Ia mengungkapkan, Indonesia adalah negara yang memiliki garis pantai di kisaran 84 ribu hingga 120 ribu kilometer
“Anggap saja garis pantai Indonesia adalah 80 ribu kilometer. Daerah pemilihan saya, Kabupaten Indramayu, daerah produsen garam terbesar di Jawa Barat. Bila saya hitung panjang pantai Kabupaten Indamayu mencapai 147 km dan mampu memproduksi garam 37 ribu ton garam setahun dengan asumsi Januari – Mei itu tidak ada produksi karena musim hujan.
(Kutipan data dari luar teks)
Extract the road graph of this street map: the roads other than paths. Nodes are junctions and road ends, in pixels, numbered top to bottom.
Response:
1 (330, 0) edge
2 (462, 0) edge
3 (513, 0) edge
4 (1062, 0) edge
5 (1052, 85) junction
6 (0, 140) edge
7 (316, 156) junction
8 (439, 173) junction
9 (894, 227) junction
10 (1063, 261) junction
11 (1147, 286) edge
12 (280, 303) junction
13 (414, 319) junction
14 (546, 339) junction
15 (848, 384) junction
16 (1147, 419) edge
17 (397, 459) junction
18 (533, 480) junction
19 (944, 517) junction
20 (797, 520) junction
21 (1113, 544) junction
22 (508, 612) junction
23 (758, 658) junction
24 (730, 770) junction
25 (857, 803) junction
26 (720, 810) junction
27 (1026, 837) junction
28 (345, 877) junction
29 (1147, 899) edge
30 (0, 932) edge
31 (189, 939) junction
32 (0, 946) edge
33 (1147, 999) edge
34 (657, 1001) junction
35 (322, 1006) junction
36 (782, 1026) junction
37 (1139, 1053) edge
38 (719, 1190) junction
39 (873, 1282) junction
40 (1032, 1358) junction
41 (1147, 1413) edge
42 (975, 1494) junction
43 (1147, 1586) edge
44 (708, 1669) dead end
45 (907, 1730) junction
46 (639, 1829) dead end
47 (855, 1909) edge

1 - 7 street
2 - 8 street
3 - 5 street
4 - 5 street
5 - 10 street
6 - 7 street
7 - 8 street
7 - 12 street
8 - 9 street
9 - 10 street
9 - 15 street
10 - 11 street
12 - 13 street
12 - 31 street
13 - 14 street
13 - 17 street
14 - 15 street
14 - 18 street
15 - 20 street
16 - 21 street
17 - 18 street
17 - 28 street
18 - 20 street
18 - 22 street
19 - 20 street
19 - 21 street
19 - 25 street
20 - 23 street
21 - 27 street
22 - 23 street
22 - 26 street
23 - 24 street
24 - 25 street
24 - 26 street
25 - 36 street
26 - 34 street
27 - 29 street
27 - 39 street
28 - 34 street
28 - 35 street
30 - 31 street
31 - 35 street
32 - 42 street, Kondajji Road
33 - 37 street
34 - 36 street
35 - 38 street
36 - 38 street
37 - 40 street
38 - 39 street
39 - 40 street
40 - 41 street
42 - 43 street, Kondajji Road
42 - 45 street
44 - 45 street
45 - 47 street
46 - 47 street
Sehingga bila kita hitung dengan panjang pantai 80 ribu kilometer, seharusnya kita punya potensi 20 juta ton garam pertahun,” tutur Ketua DPD PDI Perjuangan Jawa Barat ini.
Ono berharap agar Kementerian Kelautan dan Perikanan dapat menggali potensi daerah penghasil garam lain di Indonesia, mengingat daerah produsen garam di Indonesia masih minim.
Terlebih, kata dia, teknlogi produksi garam juga tergolong mudah dan tidak ribet.
“Hanya dengan teknologi sederhana sudah dapat dihasilkan garam putih dengan kandungan nacl yang cukup tinggi. Sehingga tentunya garam juga harus kita sikapi betul. Jangan sampai semua regulasi yang berkaitan dengan importasi apapun pada akhirnya menurunkan produksi, seperti pada tahun 80an dimana Indonesia berhasil swasembada bawang putih. Tapi ketika mulai diotak-atik oleh oknum agar dibuka keran impor, habislah. Garam saat ini harganya cuma harga Rp. 100 perkilo, siapa yang mau jadi petani garam,” tandasnya. (*)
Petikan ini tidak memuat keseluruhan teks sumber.